■ **ABOUT THIS TASK**
Pull every line containing the word "turn" from the records.
■ ■ ■
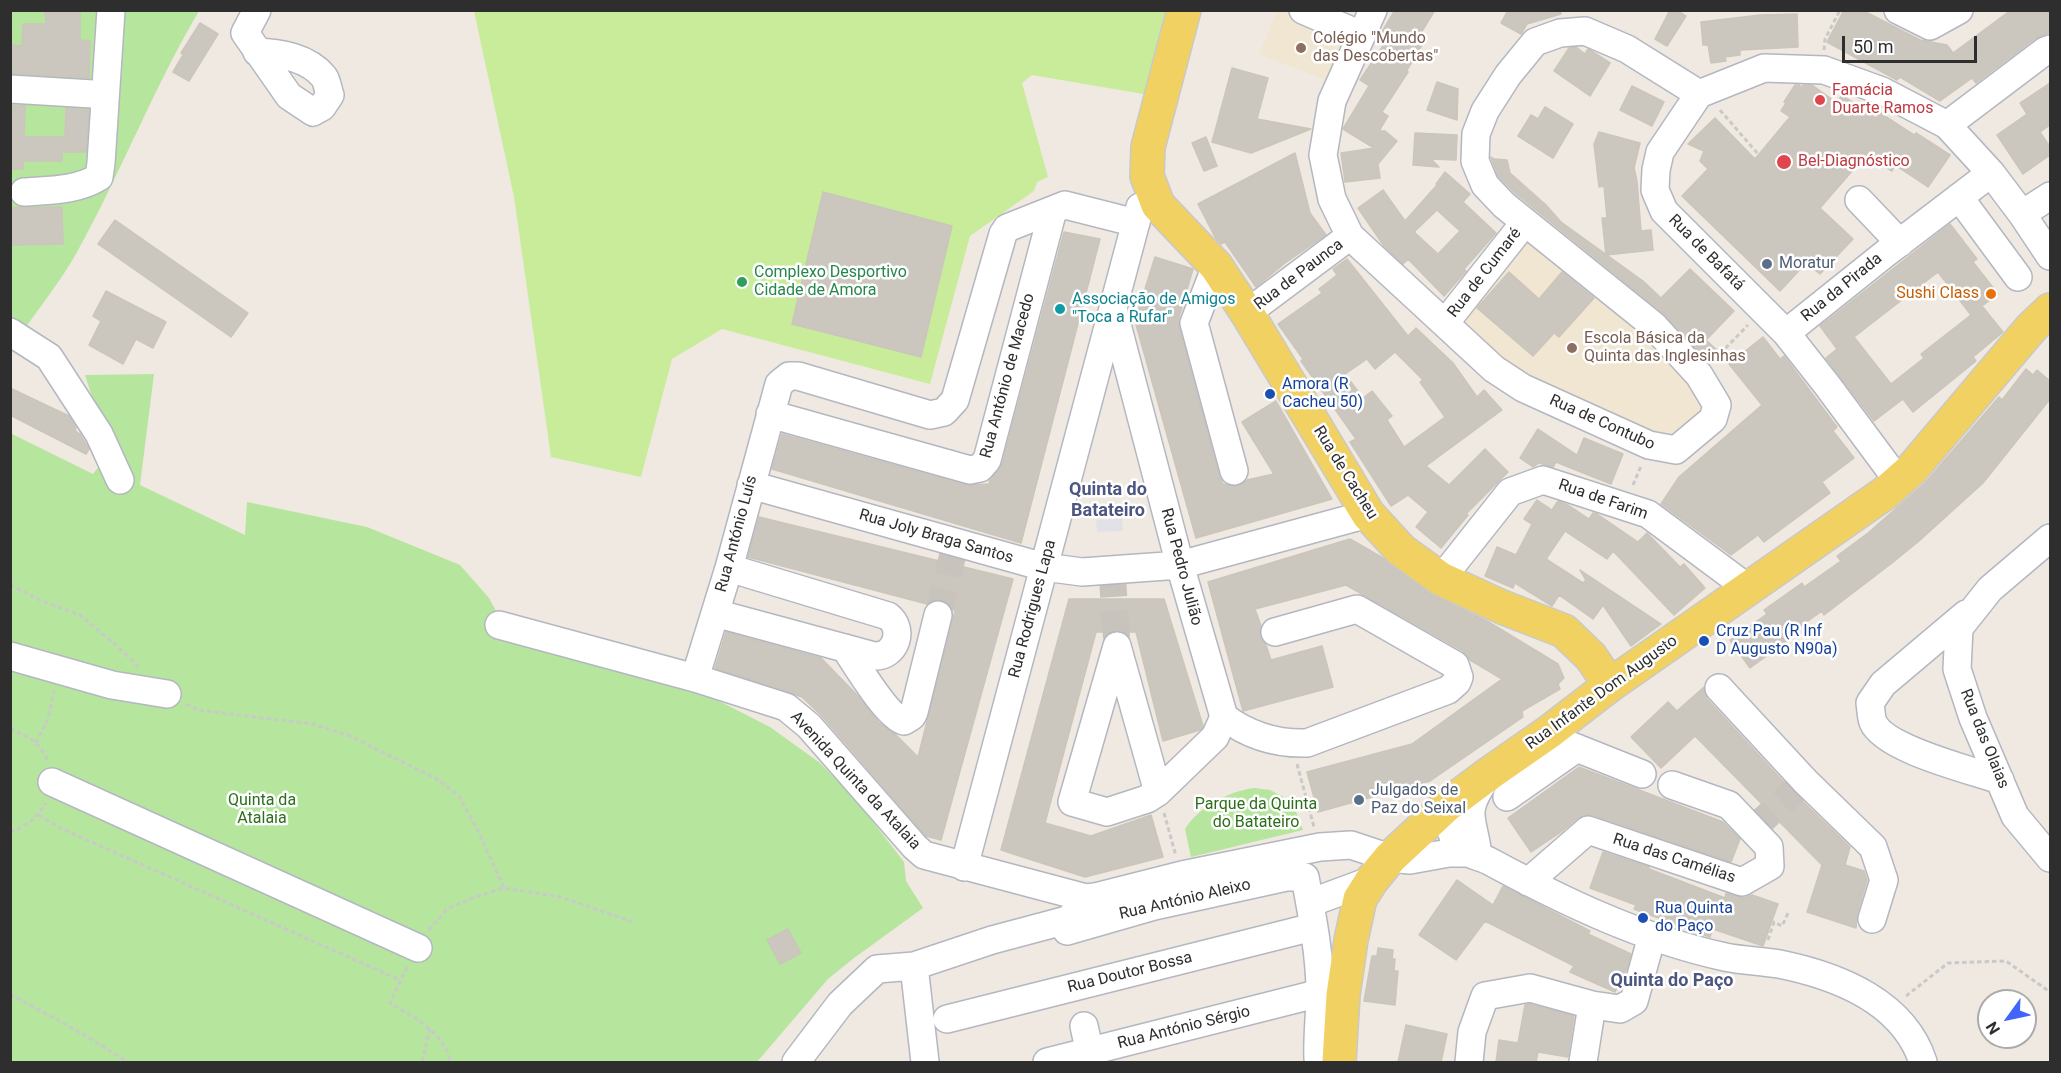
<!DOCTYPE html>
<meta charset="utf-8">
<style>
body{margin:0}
#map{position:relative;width:2061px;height:1073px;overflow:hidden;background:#efe9e1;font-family:Roboto,sans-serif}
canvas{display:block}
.frame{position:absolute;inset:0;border:12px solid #2e2e2e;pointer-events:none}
.north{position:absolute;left:1977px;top:989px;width:60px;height:60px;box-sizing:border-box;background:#fff;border:2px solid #ababab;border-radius:50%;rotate:237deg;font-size:16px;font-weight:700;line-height:24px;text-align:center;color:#2e2e2e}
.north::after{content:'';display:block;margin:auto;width:21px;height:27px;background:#4264fb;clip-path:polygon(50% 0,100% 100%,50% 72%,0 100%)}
.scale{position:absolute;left:1842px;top:36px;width:135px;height:27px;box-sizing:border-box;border:3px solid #2e2e2e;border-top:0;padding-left:8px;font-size:18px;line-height:21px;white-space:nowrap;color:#2e2e2e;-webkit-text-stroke:4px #fff;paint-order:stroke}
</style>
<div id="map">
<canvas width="2061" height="1073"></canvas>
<div class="frame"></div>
<div class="north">N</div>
<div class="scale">50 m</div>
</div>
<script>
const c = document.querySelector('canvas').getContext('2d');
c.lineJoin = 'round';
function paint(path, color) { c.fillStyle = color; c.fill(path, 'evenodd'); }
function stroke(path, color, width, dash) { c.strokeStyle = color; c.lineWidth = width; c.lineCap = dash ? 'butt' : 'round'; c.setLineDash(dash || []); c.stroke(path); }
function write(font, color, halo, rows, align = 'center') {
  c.font = font + ' Roboto,sans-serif'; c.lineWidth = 5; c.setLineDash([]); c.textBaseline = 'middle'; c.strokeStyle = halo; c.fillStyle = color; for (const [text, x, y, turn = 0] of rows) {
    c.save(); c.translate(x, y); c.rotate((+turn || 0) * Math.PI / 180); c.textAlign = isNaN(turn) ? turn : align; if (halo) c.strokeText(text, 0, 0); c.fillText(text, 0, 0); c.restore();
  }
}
paint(new Path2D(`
 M1122,519L1123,531L1097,532L1096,520Z`), '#e3e1e8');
paint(new Path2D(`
 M1277,11H1287L1338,34L1343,39L1326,80L1259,54Z
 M1530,243L1648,329L1707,404L1705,413L1671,441L1501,366L1463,324L1522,244Z`), '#f0e6d1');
paint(new Path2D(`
 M11,11H199C153,89 120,175 76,254C57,287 32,317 11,348Z
 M154,374L140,485L245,535L247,502L367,527L460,565L489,598L510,637L610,664L713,698L770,727L820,763L856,800L904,862L906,881L923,908L854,958L828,979L757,1062H11L10,433L93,474L110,452L85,375Z
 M1254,788L1270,790L1292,801L1303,830L1191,857L1185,829C1200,806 1227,792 1254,788Z`), '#b6e59e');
paint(new Path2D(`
 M474,11H1168L1149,95L1032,75L1022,83L1048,177L1037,182L1034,191L970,236L930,384L722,329L672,359L641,477L551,457L514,197Z`), '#c9ec9a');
const building = new Path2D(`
 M45,10H80V40L90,41L89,78L10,73V45L22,46L23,24H46Z
 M1395,10H1435L1416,41L1422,45L1407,70L1408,72L1382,112L1388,116L1379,131H1385L1397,141L1378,164L1380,178L1345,182L1341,153L1374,148L1343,129L1369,86L1360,80L1387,40L1380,35Z
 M1508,10H1560L1561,14L1527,24L1521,34L1501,23Z
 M1670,10H1677L1686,16L1667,46L1655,39Z
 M1844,10H1862L1920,40L1947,45L1953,53L2011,10H2050V32L2036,38L1976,83L1972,78L1940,101L1900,77L1897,80L1827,42Z
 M1797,14L1798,47L1740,50V55L1725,57L1726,61L1711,63L1708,45H1703L1701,22L1760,15Z
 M200,23L218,34L189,81L173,72L183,55L181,53Z
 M1576,47L1585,54L1588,49L1590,50L1610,63L1590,96L1554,71L1569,48Z
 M1232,68L1268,78L1257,119L1311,129L1251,153L1212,142Z
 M1437,82L1458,89L1457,120L1427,110Z
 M2050,83V125L2040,132L2050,147V155L2023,174L1997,135L2027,114L2020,103Z
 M1795,85H1800V90L1803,85H1812L1837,103L1842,95L1876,118L1880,113L1914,135L1916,133L1950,155L1928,187L1895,165L1892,171L1866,155L1820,208L1853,239L1820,274L1806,263L1780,291L1682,196L1708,169L1700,161L1704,151L1688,144L1715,118L1755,159L1790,117L1781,111L1786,103L1784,102Z
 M1632,86L1664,102L1652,126L1620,110Z
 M10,105L25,106L24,137H65L66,108L89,110L86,152H62V161H23V169H10Z
 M1545,107L1573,124L1553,158L1518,136L1531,115L1538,119Z
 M1599,132L1640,143L1634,168L1637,181L1641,231L1651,230L1653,250L1606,255L1602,218H1607L1604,186L1599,187L1594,144Z
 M1415,133L1457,135L1456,160L1431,159L1439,167L1413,165Z
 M1206,137L1217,166L1204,171L1192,143Z
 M1295,153L1310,213L1326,235L1285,263L1256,287L1225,242L1221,244L1216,239L1198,204Z
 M1491,157L1494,159L1507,160L1510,173L1546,205L1561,222L1643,281L1661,298L1690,269L1734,311L1706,340L1718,351L1707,361L1663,313L1515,193L1498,176Z
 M1445,172L1470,194L1463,202L1496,233L1464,269L1466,271L1444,296L1408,259L1403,264L1384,246L1358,208L1383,190L1405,221L1437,185L1436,184ZM1437,210L1460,231L1438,254L1414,232Z
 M823,192L952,226L921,357L792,324Z
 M62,207L63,244L10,245V208Z
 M115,220L248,313L231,337L98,244Z
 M1950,224L1977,259L1973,262L1998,294L1982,306L2003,332L1973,357L1976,361L1913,412L1903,399L1874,421L1826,358L1837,349L1820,326ZM1938,272L1971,315L1921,354L1924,358L1891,384L1854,337Z
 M1064,232L1100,239L1021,543L772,469L782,434L966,485L989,484L990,479L1002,464Z
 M1155,257L1193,269L1179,317V327L1219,475L1223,484L1238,486L1247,480L1274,474L1242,422L1276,401L1332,499L1196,538L1135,321Z
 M1347,259L1408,336L1416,328L1453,363L1477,397L1484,390L1502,410L1426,466L1449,485L1485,449L1508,472L1466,514L1468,515L1441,548L1416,527L1428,512L1408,495L1391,506L1350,442L1356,439L1301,361L1303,359L1278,324L1322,293L1319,289L1337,275L1333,269ZM1395,352L1423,380L1420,382L1445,417L1404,447L1387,420L1392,416L1372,391L1363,398L1345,374L1367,359L1375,369Z
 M1509,272L1539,299L1562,272L1594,298L1559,337L1554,333L1533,356L1477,308Z
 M106,291L166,322L153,348L136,339L123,364L89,345L101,321L93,316Z
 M1763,337L1780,359L1784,356L1837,427L1833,431L1854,458L1822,482L1830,493L1764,542L1758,535L1731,555L1661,504L1679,477L1762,405L1729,364Z
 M2026,369L2033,375L2037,370L2050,381V399L1983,483L1919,541L1892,563L1824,615L1822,611L1784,638L1787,641L1750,668L1730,640L1767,614L1764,610L1802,583L1804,587L1841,561L1837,556L1868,533L1925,483L1999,397L2002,400Z
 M10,388L69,416L76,428L75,431L80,434L89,449L86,454L10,415Z
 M1538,429L1577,455L1584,438L1623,454L1611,484L1556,462L1553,467L1539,463L1533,467L1520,458Z
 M1537,500L1552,510L1558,501L1568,505L1589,519L1593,513L1597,514L1638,542L1647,533L1680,567L1684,564L1705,588L1674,615L1613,551L1607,559L1565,531L1546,559L1583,583L1586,580L1580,570L1661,624L1631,646L1603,605L1593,619L1559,595L1552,606L1515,583L1513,588L1485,576L1497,547L1516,555L1532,524L1524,519Z
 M759,517L1013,579L941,840L926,836L821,715L802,697L715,668L726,632L821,658L858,696L878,722L895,734L918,757L955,611L948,603L942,600H934L927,604L748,557Z
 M1350,539L1383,558L1430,594L1487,621L1558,664L1564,678L1558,684L1560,689L1522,711L1523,717L1430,781L1318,812L1307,772L1412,744L1502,679L1470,660L1463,651L1346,585L1255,609L1261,626L1260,637L1266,645L1271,660L1322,646L1333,687L1243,711L1208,582Z
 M1069,599H1164L1203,726L1200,730L1163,741L1136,632H1096L1045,823L1091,836L1151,815L1163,857L1085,877L1001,850Z
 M1704,687L1707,699L1793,792L1850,847L1845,865L1864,871L1867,880L1857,914L1856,928L1807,912L1822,865L1695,736L1661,768L1631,737L1668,702L1677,711Z
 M1579,767L1723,822L1740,839L1731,862L1593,815H1586L1578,818L1561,832L1531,852L1508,818Z
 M1603,852L1649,867V869L1725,898L1726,893L1743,898L1752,895L1778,904L1763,946L1713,929L1710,937L1634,909L1636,905L1590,888Z
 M1457,880L1493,905L1503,886L1590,931L1588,934L1631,954L1627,968L1615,992L1570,972L1574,966L1485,921L1456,960L1419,935Z
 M788,929L801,953L780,964L767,940Z
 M1378,948L1393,950L1392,959H1395L1394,971H1398L1395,1005L1364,1001L1372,956H1377Z
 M1529,1004L1574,1016L1568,1057L1538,1052L1536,1062H1496L1499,1040L1518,1043L1525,1005Z
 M1406,1025L1447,1034L1441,1062H1398Z`);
paint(building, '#cbc7bf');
stroke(building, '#cbc5ba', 1.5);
stroke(new Path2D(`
 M1112,570L1117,646
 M938,615L956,542
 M1752,830L1805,781`), '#c8c4bd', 27, [27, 14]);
const minor = new Path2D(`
 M257,10L245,33L289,96L313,112L322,107L330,95C328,90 327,81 324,77C308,57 280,53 257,52
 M1303,10L1361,35
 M1373,10L1332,101L1323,155L1332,199L1350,236L1494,369L1523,388L1649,445L1676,450L1713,419L1717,405L1699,375L1653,325L1504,205L1485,185L1475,161L1476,134L1485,111L1508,75L1535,42L1560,33L1585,31L1627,49L1699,94
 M1898,10L1930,26L1959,10
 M10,89L93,94
 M1947,125L2045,51L2050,49
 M24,192C50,190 76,191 99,177L101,163L111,10
 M1959,197L2018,277
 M1859,200L1900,243
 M2022,214L2050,196
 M1216,266L1194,323L1234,471
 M1114,313L1180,565L1224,717
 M1247,313L1350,236
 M1445,323L1525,222
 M10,332L49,357L99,434L120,480
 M1786,333L1886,253L1991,173
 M770,414L970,470L980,468L987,460L1053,210
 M1899,482L1827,385L1786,333L1664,211L1655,190L1656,170L1660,152L1699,94L1764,68L1824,70L1882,91L1947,125L1991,173L2022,214L2050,256
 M751,485L1044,567L1082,572L1180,565L1368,514
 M2050,538L1990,589L1959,628L1957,669L1973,718L2015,816L2050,858
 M1441,579L1510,492L1543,480L1648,514L1749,589
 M715,613L874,656C896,657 905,629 888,616L729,568
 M1966,614L1883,684L1870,703C1871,709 1871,717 1873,722C1884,749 1971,770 2000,780
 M499,625L695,678L786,707L809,726L915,847L924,855L1086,898L1095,897L1182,875L1320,847L1351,845L1390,858L1410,860L1449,853H1466
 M1117,646L1072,802L1107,812L1147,799L1158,792L1215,737L1224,717
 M1117,646L1158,792
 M845,648C856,664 887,717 904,721L912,716L914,712L938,615
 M10,656L112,685L167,694
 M695,678L729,568L779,384L789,376H798L930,415L944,412L955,400L1003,234L1007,228L1065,205L1136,223
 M1719,688L1805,781L1873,847L1884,880L1872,919
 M1224,717C1248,735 1277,744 1307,743L1448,690L1457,682L1459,677L1455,665L1357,609L1275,632
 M1549,732L1559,741L1642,774
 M52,782L418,948
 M1507,797L1577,748
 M1447,805C1449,819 1450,838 1460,848C1467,855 1480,856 1489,861C1563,901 1642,939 1725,957C1744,961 1764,961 1784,965C1840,977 1904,1003 1923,1062
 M1478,855C1473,815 1461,815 1487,777
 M964,867L1140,207
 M1528,882L1588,830L1742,882L1770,866L1769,847L1729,805L1672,785
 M1310,903L1372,880
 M1067,931L1154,906L1286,877H1305C1312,915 1320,955 1320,993C1320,1015 1317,1037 1318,1059
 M914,966L925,1062
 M947,1019L1313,927
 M1084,1026L1092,1062
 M796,1062L840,1004L877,969L914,966L992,940L1067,920L1080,909
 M1047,1062L1320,993
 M1469,1062L1472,1032L1485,996L1530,988L1592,1005L1620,1009L1634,1001L1652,936
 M1583,1062L1592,1005`);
const major = new Path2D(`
 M1184,10L1148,147L1147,176L1158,205L1216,266L1247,313L1368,514L1401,550L1441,579L1502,607L1564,631L1591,657L1610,685
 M1339,1062L1343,995L1351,940L1360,899L1372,880L1390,858L1447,805L1490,773L1549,732L1610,685L1885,493L1911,470L2032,327L2050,310`);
stroke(minor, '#b4b7c1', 30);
stroke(major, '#c9c9c9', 36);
stroke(new Path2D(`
 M1824,50L1825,39L1840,10
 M1720,110L1758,154
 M1715,359L1748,325
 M1633,485L1641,466
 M10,585L42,601L80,615L116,645L139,667
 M186,704L198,710L313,724L350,736L437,779L459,796L479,833L504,888
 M10,729C28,735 41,744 48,762
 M36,743L48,719L54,691
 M1297,764L1314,827
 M1164,813L1176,856
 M39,815L60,828L400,980
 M10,832C27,827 37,817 46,803
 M429,930L447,909L475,897L504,888L561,897L636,923
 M1768,940L1774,922L1782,926L1789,911
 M407,967L390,1003C415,1018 443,1032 451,1062
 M10,994L81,1033L128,1062
 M1906,996L1948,963L2006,961L2050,992
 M422,1062L430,1028`), '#c9c9c9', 3, [4.5, 3]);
stroke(minor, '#fff', 27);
stroke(major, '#f2d163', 33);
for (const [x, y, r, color] of [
 [1301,48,6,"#8d6e63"],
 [1820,100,6,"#e0444e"],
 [1784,162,8,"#e0444e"],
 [1767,264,6,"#5c6f8a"],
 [742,282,6,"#2e9e5b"],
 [1991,294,6,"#e8710a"],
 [1060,309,6,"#0f9aa8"],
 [1572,348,6,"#8d6e63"],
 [1270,394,6,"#1a4fb4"],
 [1704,641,6,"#1a4fb4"],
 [1359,800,6,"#5c6f8a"],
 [1643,918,6,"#1a4fb4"]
]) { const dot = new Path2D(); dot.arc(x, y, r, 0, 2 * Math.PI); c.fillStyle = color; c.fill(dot); stroke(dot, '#fff', 2); }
write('16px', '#785e54', '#fff', [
 ["Colégio \"Mundo",1313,39],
 ["das Descobertas\"",1313,57],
 ["Escola Básica da",1584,339],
 ["Quinta das Inglesinhas",1584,357]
], 'left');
write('16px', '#be3a42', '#fff', [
 ["Famácia",1832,91],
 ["Duarte Ramos",1832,109],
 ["Bel-Diagnóstico",1798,162]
], 'left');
write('16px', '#2e2e2e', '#fff', [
 ["Rua de Bafatá",1706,253,45],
 ["Rua de Cumaré",1485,273,-52],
 ["Rua de Paunca",1299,275,-37],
 ["Rua da Pirada",1842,288,-39],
 ["Rua António de Macedo",1008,376,-75],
 ["Rua de Contubo",1602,423,24],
 ["Rua de Cacheu",1345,473,58],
 ["Rua de Farim",1603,500,19],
 ["Rua António Luís",737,534,-75],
 ["Rua Joly Braga Santos",936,537,16],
 ["Rua Pedro Julião",1181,567,75],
 ["Rua Rodrigues Lapa",1033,609,-75],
 ["Rua Infante Dom Augusto",1602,693,-36],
 ["Rua das Olaias",1984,739,68],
 ["Avenida Quinta da Atalaia",855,781,47],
 ["Rua das Camélias",1674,859,18],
 ["Rua António Aleixo",1185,900,-13],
 ["Rua Doutor Bossa",1130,973,-14],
 ["Rua António Sérgio",1184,1028,-14]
]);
write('16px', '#4e5e75', '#fff', [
 ["Moratur",1779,264],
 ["Julgados de",1371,791],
 ["Paz do Seixal",1371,809]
], 'left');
write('16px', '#27864d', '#fff', [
 ["Complexo Desportivo",754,273],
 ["Cidade de Amora",754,291]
], 'left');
write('16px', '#c56008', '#fff', [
 ["Sushi Class",1979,294]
], 'right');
write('16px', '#0d838f', '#fff', [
 ["Associação de Amigos",1072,300],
 ["\"Toca a Rufar\"",1072,318]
], 'left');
write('16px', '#164399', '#fff', [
 ["Amora (R",1282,385],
 ["Cacheu 50)",1282,403],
 ["Cruz Pau (R Inf",1716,632],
 ["D Augusto N90a)",1716,650],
 ["Rua Quinta",1655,909],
 ["do Paço",1655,927]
], 'left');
write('16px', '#2c6e1b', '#fff', [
 ["Quinta da",262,801],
 ["Atalaia",262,819],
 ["Parque da Quinta",1256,805],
 ["do Batateiro",1256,823]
]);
write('bold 18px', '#4d5680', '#fff', [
 ["Quinta do",1108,490],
 ["Batateiro",1108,511],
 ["Quinta do Paço",1672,981]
]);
</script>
■ ■ ■
■ **COMPLETED EXERCISE**
  c.font = font + ' Roboto,sans-serif'; c.lineWidth = 5; c.setLineDash([]); c.textBaseline = 'middle'; c.strokeStyle = halo; c.fillStyle = color; for (const [text, x, y, turn = 0] of rows) {
    c.save(); c.translate(x, y); c.rotate((+turn || 0) * Math.PI / 180); c.textAlign = isNaN(turn) ? turn : align; if (halo) c.strokeText(text, 0, 0); c.fillText(text, 0, 0); c.restore();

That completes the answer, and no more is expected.